Hand development and sequence of ossification in the forelimb of the European shrew Crocidura russula (Soricidae) and comparisons across therian mammals.

Hand development in the European shrew Crocidura russula is described, based on the examination of a cleared and double-stained ontogenetic series and histological sections of a c. 20-day-old embryo and a neonate. In the embryo all carpal elements are still mesenchymal condensations, and there are three more elements than in the adult stage: the 'lunatum', which fuses with the scaphoid around birth; a centrale, which either fuses with another carpal element or just disappears later in ontogeny; and the anlage of an element that later fuses with the radius.
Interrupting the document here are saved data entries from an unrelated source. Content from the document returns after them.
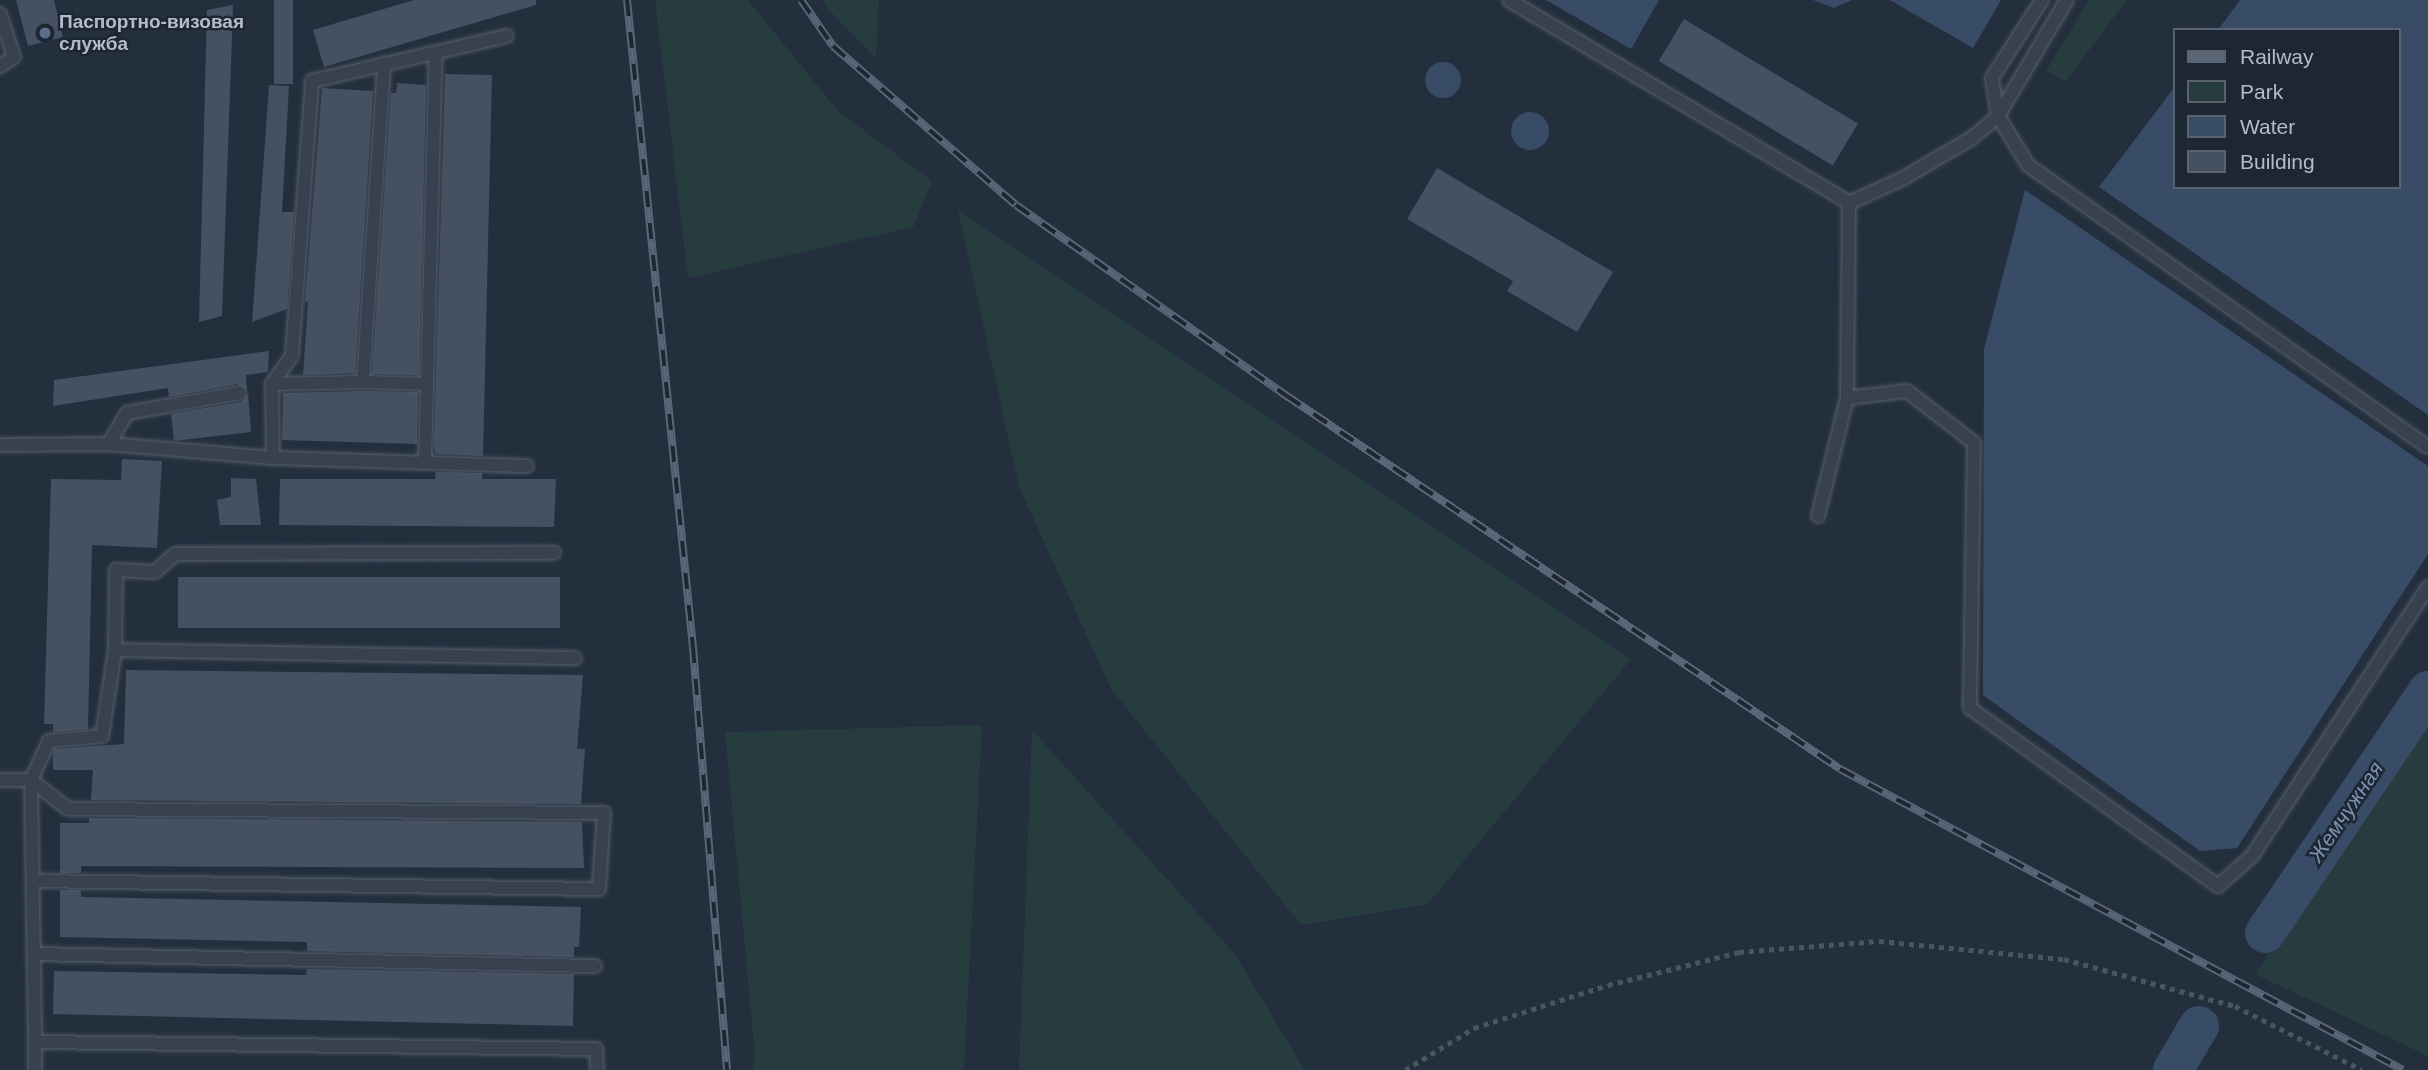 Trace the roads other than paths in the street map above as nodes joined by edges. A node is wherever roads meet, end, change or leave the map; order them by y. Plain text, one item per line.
1 (1510, 0) edge
2 (2042, 0) edge
3 (2067, 0) edge
4 (0, 15) edge
5 (507, 36) dead end
6 (436, 53) junction
7 (384, 64) junction
8 (0, 65) edge
9 (1998, 116) junction
10 (1849, 203) junction
11 (363, 382) junction
12 (272, 384) junction
13 (427, 384) junction
14 (239, 393) dead end
15 (1847, 398) junction
16 (109, 444) junction
17 (0, 445) edge
18 (2428, 447) edge
19 (273, 458) junction
20 (425, 463) junction
21 (527, 466) dead end
22 (1818, 516) dead end
23 (554, 553) dead end
24 (2428, 587) edge
25 (115, 650) junction
26 (575, 658) dead end
27 (0, 780) edge
28 (31, 780) junction
29 (33, 881) junction
30 (34, 954) junction
31 (596, 966) dead end
32 (35, 1042) junction
33 (35, 1070) edge
34 (597, 1070) edge

1 - 10 lane
2 - 9 lane
3 - 9 lane
4 - 8 lane
5 - 6 lane
6 - 7 lane
6 - 13 lane
7 - 11 lane
7 - 12 lane
9 - 10 lane
9 - 18 lane
10 - 15 lane
11 - 12 lane
11 - 13 lane
12 - 19 lane
13 - 20 lane
14 - 16 lane
15 - 22 lane
15 - 24 lane
16 - 17 lane
16 - 19 lane
19 - 20 lane
20 - 21 lane
23 - 25 lane
25 - 26 lane
25 - 28 lane
27 - 28 lane
28 - 29 lane
28 - 29 lane
29 - 30 lane
30 - 31 lane
30 - 32 lane
32 - 33 lane
32 - 34 lane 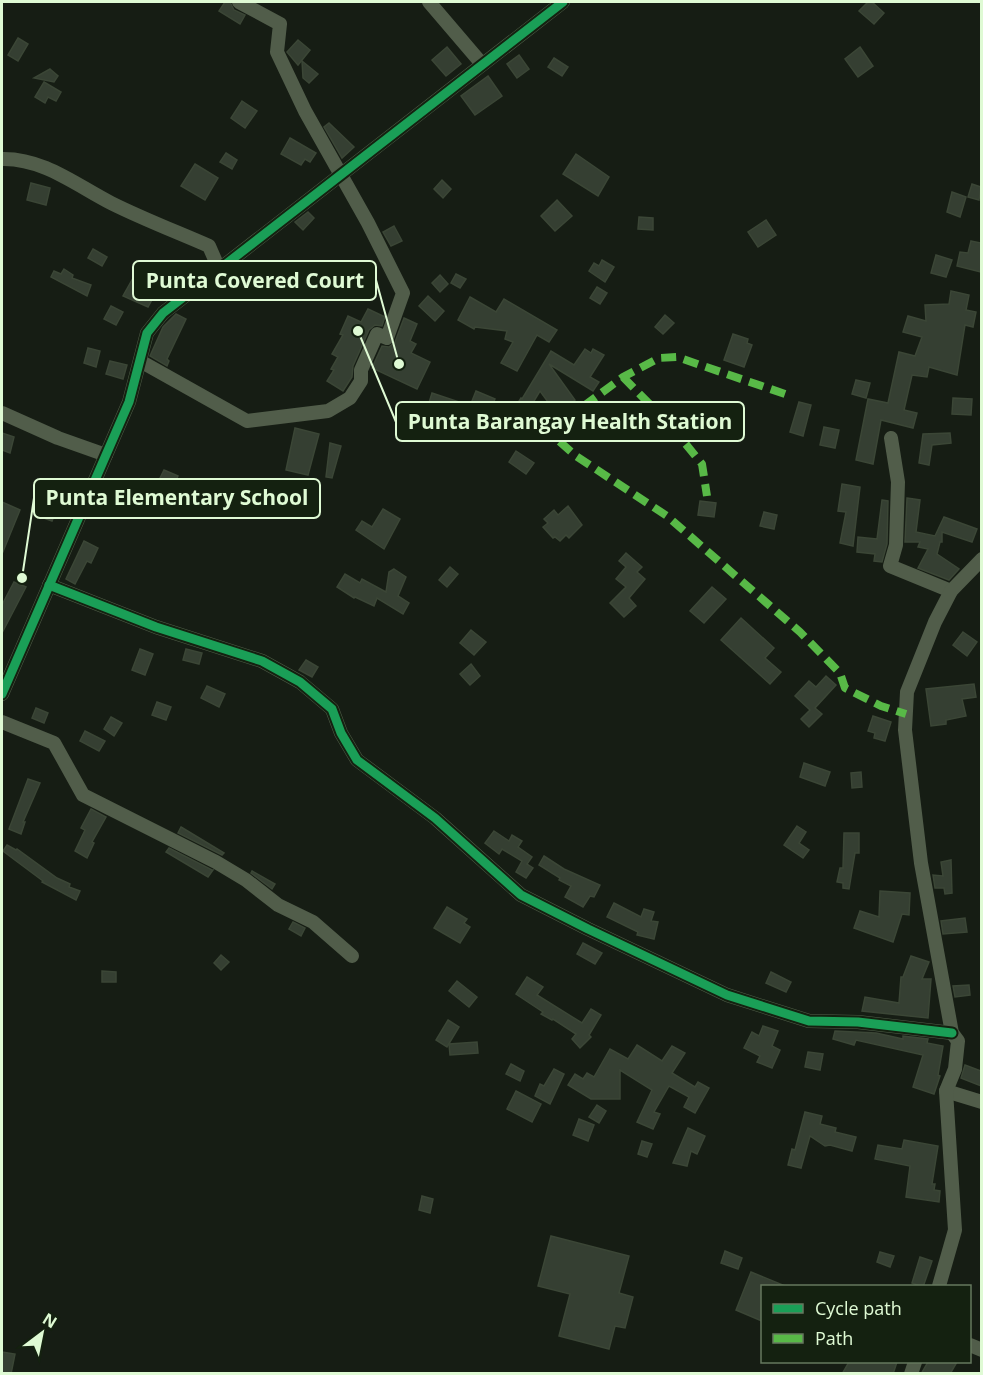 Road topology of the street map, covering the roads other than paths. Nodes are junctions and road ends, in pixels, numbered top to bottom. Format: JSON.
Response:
{"nodes":[{"id":1,"x":239,"y":2,"type":"edge"},
{"id":2,"x":429,"y":2,"type":"edge"},
{"id":3,"x":563,"y":2,"type":"edge"},
{"id":4,"x":482,"y":64,"type":"junction"},
{"id":5,"x":2,"y":159,"type":"edge"},
{"id":6,"x":340,"y":175,"type":"junction"},
{"id":7,"x":219,"y":269,"type":"junction"},
{"id":8,"x":140,"y":361,"type":"junction"},
{"id":9,"x":2,"y":413,"type":"edge"},
{"id":10,"x":891,"y":438,"type":"dead end"},
{"id":11,"x":106,"y":455,"type":"junction"},
{"id":12,"x":981,"y":559,"type":"edge"},
{"id":13,"x":49,"y":585,"type":"junction"},
{"id":14,"x":951,"y":591,"type":"junction"},
{"id":15,"x":2,"y":692,"type":"edge"},
{"id":16,"x":2,"y":723,"type":"edge"},
{"id":17,"x":352,"y":956,"type":"dead end"},
{"id":18,"x":952,"y":1033,"type":"junction"},
{"id":19,"x":946,"y":1091,"type":"junction"},
{"id":20,"x":981,"y":1102,"type":"edge"},
{"id":21,"x":940,"y":1285,"type":"edge"}],
"edges":[{"from":1,"to":6,"type":"street"},
{"from":2,"to":4,"type":"street"},
{"from":3,"to":4,"type":"street"},
{"from":4,"to":6,"type":"street"},
{"from":5,"to":7,"type":"street"},
{"from":6,"to":7,"type":"street"},
{"from":6,"to":8,"type":"street"},
{"from":7,"to":8,"type":"street"},
{"from":8,"to":11,"type":"street"},
{"from":9,"to":11,"type":"street"},
{"from":10,"to":14,"type":"street"},
{"from":11,"to":13,"type":"street"},
{"from":12,"to":14,"type":"street"},
{"from":13,"to":15,"type":"street"},
{"from":13,"to":18,"type":"street"},
{"from":14,"to":18,"type":"street"},
{"from":16,"to":17,"type":"street"},
{"from":18,"to":19,"type":"street"},
{"from":19,"to":20,"type":"street"},
{"from":19,"to":21,"type":"street"}]}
Carpal arrangement in the neonate and the adult is the same. In order to compare the relative timing of the onset of ossification in forelimb bones in C. russula with that of other therians, we built up two matrices of events based on two sets of data and used the event-pair method. In the first analysis, ossification of forelimb elements in general was examined, including that of the humerus, radius, ulna, the first carpal and metacarpal to ossify, and the phalanges of the third digit. The second analysis included each carpal, humerus, radius, ulna, the first metacarpal and the first phalanx to ossify. Some characters (= event-pairs) provide synapomorphies for some clades examined. There have been some shifts in the timing of ossification apparently not caused by ecological and/or environmental influences. In two species (Oryctolagus and Myotis), there is a tendency to start the ossification of the carpals relatively earlier than in all other species examined, the sauropsid outgroups included.